For patients who cannot tolerate the SGLT-2 inhibitors or where additional drugs are needed are also in line with other guidelines that are being published more recently recommends using drugs from the GLP-1 receptor agonist class, especially drugs that are extended release formulations, long-acting agents. And these drugs are also associated with some cardiovascular protection and the kidney protection in special groups of patients. So think about Metformin with SGLT-2, if you need another drug or patients cannot tolerate one of these agents, you think about a GLP-1 receptor agonist, and if you need that or not, or medications, then you can consider other drugs.
Of course, we needed to take into account individual preferences, individual characteristics of our patients, costs of these medications. But if we were in the ideal world, we would try to use the drugs that can best protect our patients and reduce their morbidity and mortality.
In addition to that, the guidelines also stress, of course, the foundations of care for patients with diabetes, and that includes diet, includes exercise, includes a team that care for these patients and has recommendations on what glycemic goals we should strive for our patients on the different stages of chronic kidney disease in diabetes. [HbA1c] is the marker of choice to look at glycemic control, but of course the A1c is not as strongly correlated with the blood glucose levels when CKD progresses, especially in more advanced CKD stage.

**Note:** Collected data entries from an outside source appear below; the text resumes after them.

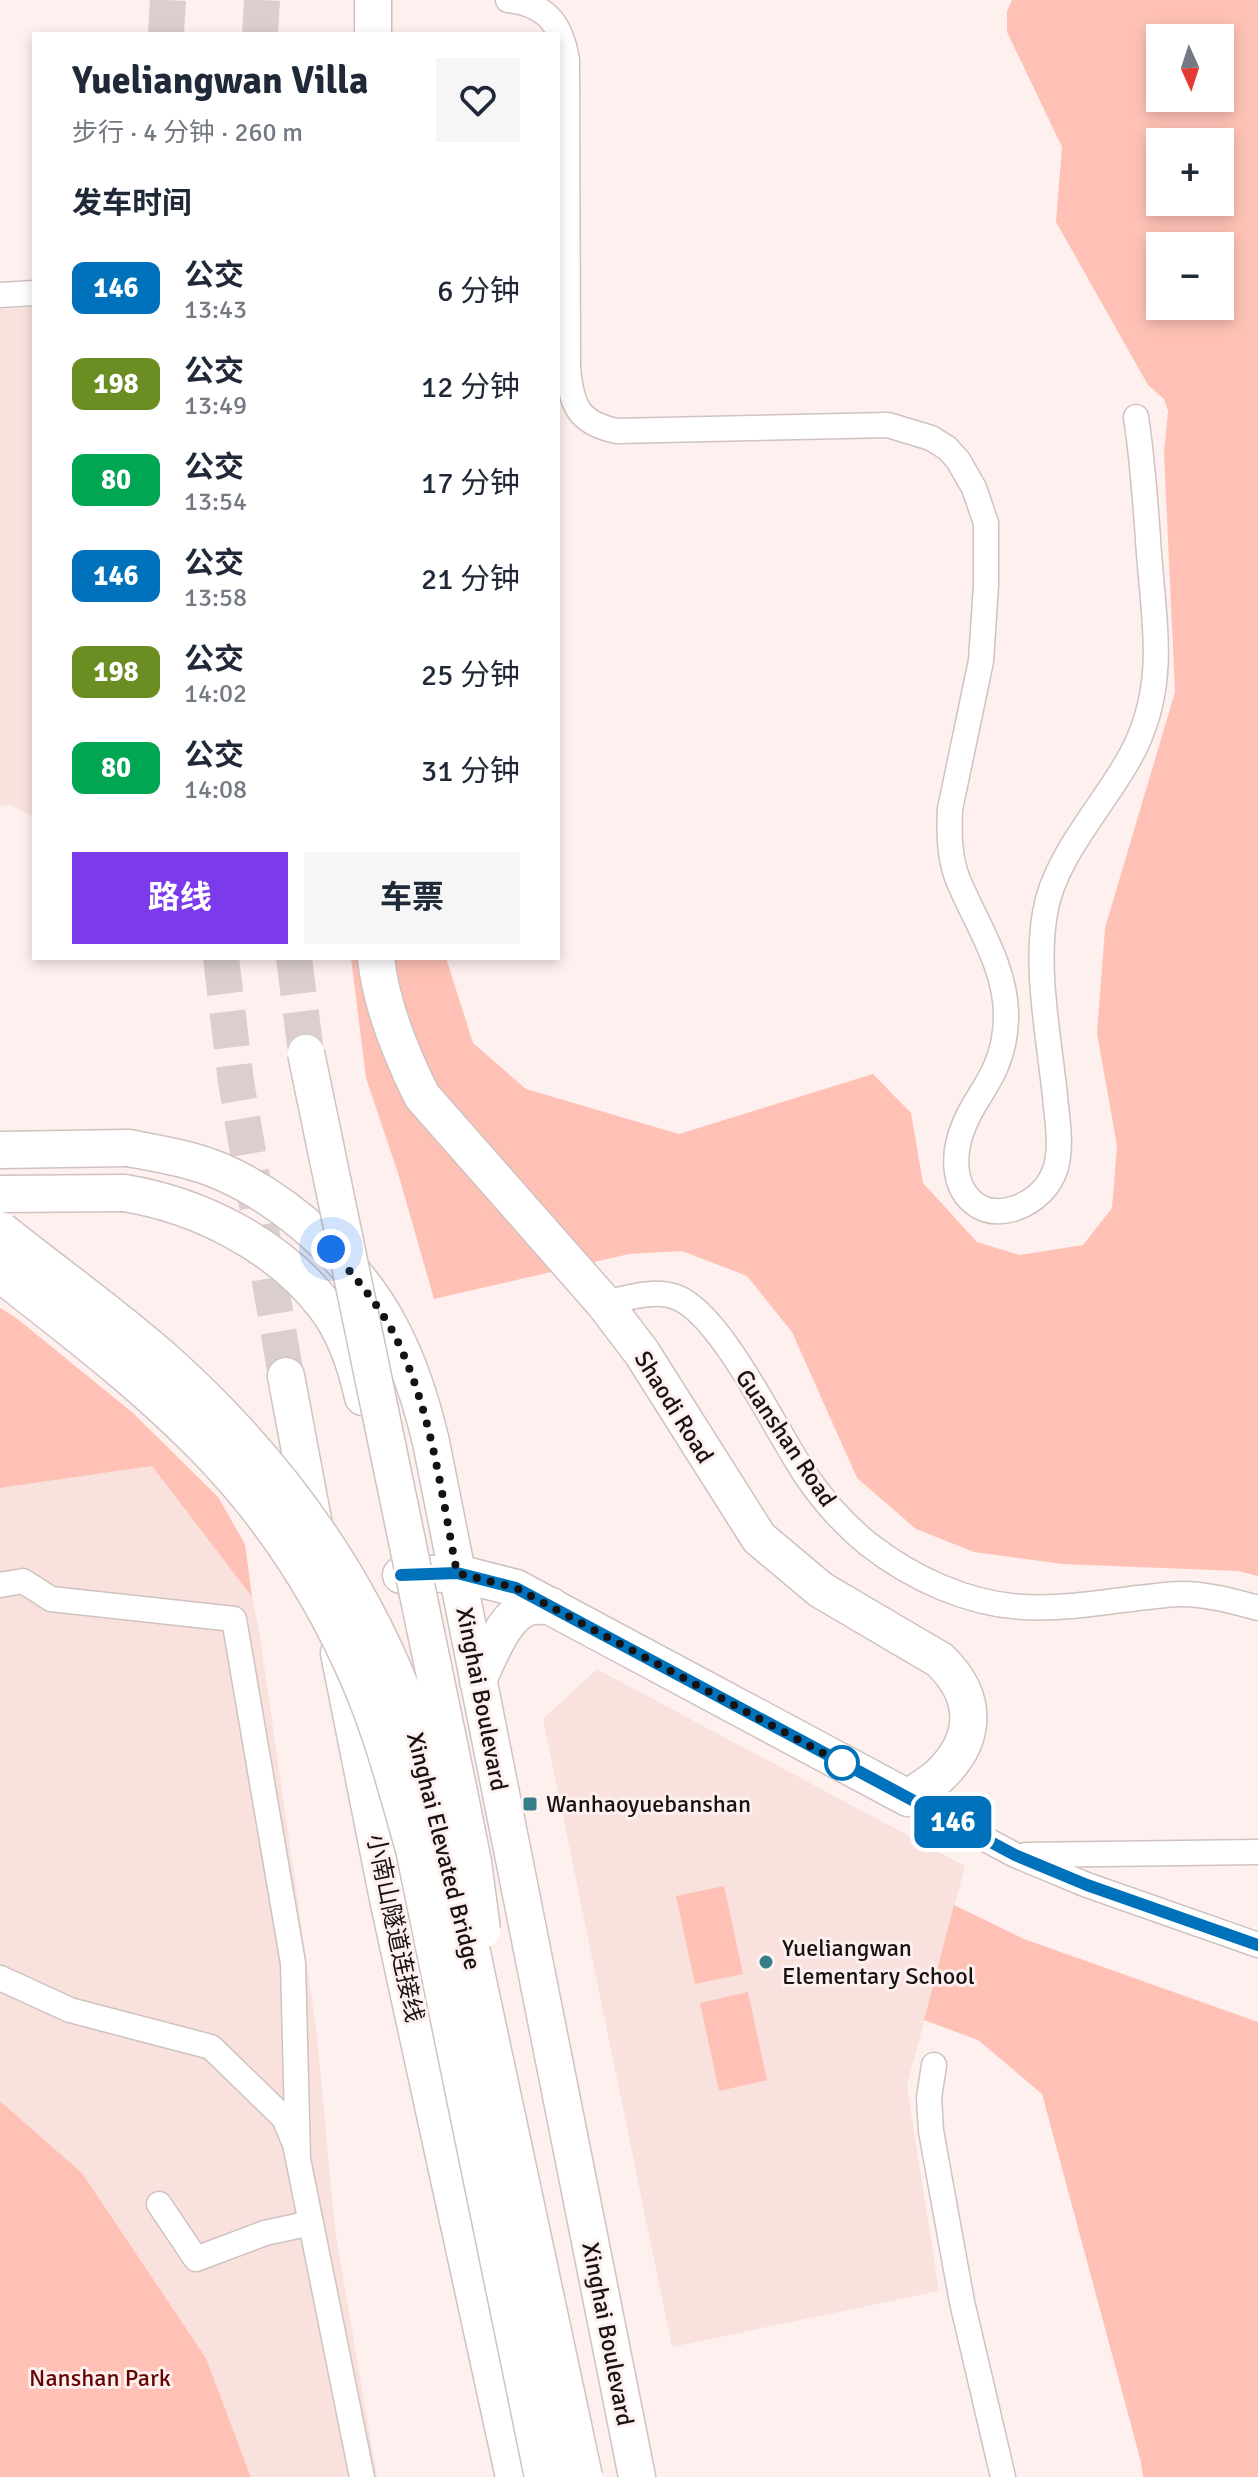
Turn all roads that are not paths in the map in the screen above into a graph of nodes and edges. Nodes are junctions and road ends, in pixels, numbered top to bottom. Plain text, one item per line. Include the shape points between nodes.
1 (373, 0) edge
2 (508, 0) edge
3 (373, 32) edge
4 (32, 293) edge
5 (0, 295) edge
6 (1136, 417) dead end
7 (376, 960) edge
8 (306, 1053) tunnel mouth
9 (0, 1150) edge
10 (0, 1194) edge
11 (0, 1232) edge
12 (0, 1271) edge
13 (604, 1303) junction
14 (286, 1376) tunnel mouth
15 (457, 1573) junction
16 (401, 1575) junction
17 (0, 1585) edge
18 (551, 1606) junction
19 (1258, 1608) edge
20 (478, 1681) junction
21 (908, 1798) junction
22 (1258, 1852) edge
23 (1015, 1855) junction
24 (1258, 1945) edge
25 (0, 1978) edge
26 (934, 2065) dead end
27 (506, 2114) junction
28 (298, 2159) junction
29 (159, 2204) dead end
30 (311, 2223) junction
31 (362, 2477) edge
32 (514, 2477) edge
33 (545, 2477) edge
34 (565, 2477) edge
35 (582, 2477) edge
36 (637, 2477) edge
37 (1003, 2477) edge

1 - 3 street
2 - 6 street via 548,15 564,38 568,366 575,406 585,417 617,431 888,425 947,448 974,488 986,523 981,661 949,830 958,879 1006,1001 1002,1053 965,1120 956,1157 966,1195 987,1210 1010,1210 1031,1201 1055,1169 1059,1136 1042,971 1045,909 1064,862 1137,744 1152,704 1156,634
4 - 5 street
7 - 13 street, Shaodi Road via 406,1062 422,1096
8 - 27 street, bridge via 467,1833
9 - 15 street, Xinghai Boulevard, bridge via 128,1148 177,1157 222,1172 263,1194 331,1249 367,1291 409,1366 422,1403
10 - 16 street, bridge via 124,1193 155,1198 232,1230 297,1277 342,1333 361,1385
11 - 27 main road, Xinghai Elevated Bridge, bridge via 203,1399 277,1479 339,1566 384,1653 418,1739 445,1836
12 - 33 main road, Xinghai Elevated Bridge, bridge via 135,1380 213,1453 314,1586 362,1682 416,1849
13 - 19 street, Guanshan Road via 647,1294 676,1297 692,1307 716,1329 807,1478 847,1526 892,1562 947,1590 1022,1607 1178,1594
13 - 21 street, Shaodi Road via 642,1353 759,1538 821,1590 954,1674 969,1712 965,1739 938,1777
14 - 32 street, 小南山隧道连接线 via 388,1899
15 - 16 street
15 - 18 street via 516,1588
15 - 20 street, Xinghai Boulevard
16 - 34 street via 435,1741 501,2164
17 - 28 street via 23,1581 51,1599 234,1619 293,1963
18 - 20 street via 519,1612 493,1647
18 - 21 street
20 - 36 street, Xinghai Boulevard
21 - 23 street
22 - 23 street
23 - 24 street
25 - 28 street via 70,2010 211,2047 284,2118
26 - 37 street via 931,2131 962,2302
27 - 35 main road, Xinghai Elevated Bridge, bridge
28 - 30 street
29 - 30 street via 196,2259 265,2233
30 - 31 street

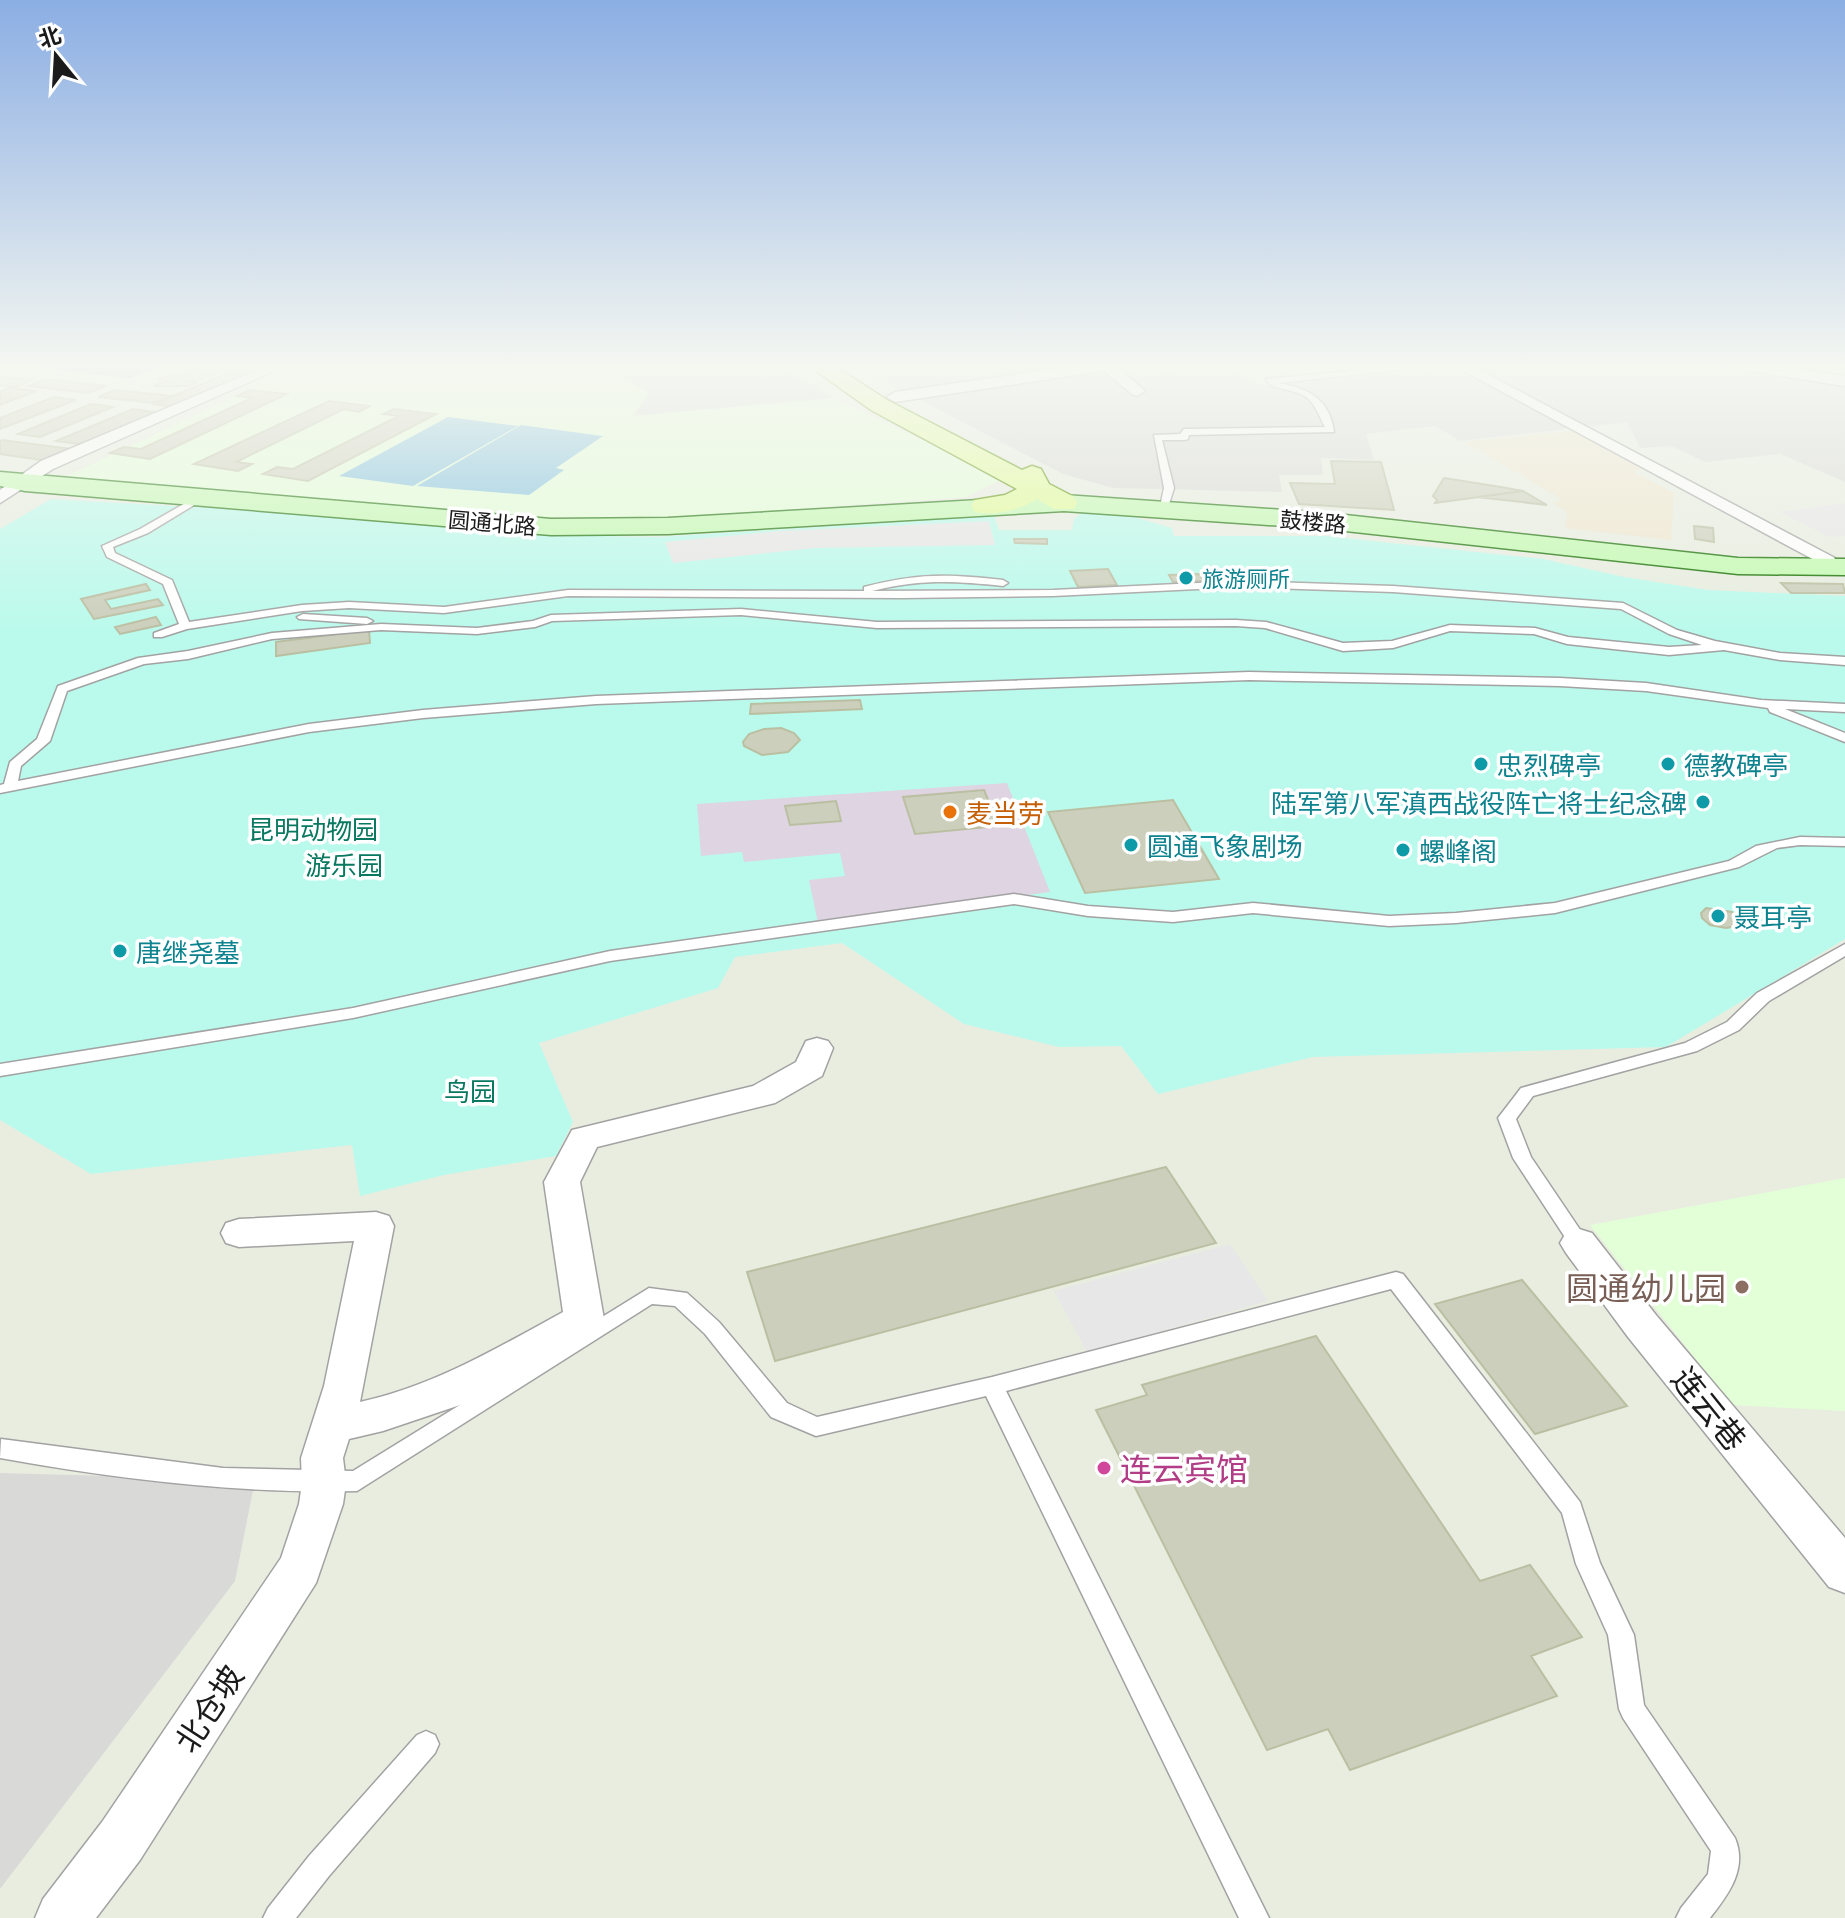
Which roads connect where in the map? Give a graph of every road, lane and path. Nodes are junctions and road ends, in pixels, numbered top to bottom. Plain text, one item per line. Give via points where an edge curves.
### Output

In that time, we probably should take advantage of continuous glucose monitoring systems, or ask our patients to check their blood glucose mark regularly so that we can look at the correlation between A1c and the disorder indexes, and to make sure that our patients are at target.
In the past, there was some concern with more aggressive blood sugar lowering in patients with chronic kidney disease, because of the increased risk for hypoglycemia. Now, we have agents that can lower blood sugar and are less often associated with hypoglycemia. I think that we have a lot to learn and see if we will be able to even change some of our recommendations in terms of glycemic targets for patients with diabetes, chronic kidney disease, and cardiovascular disease.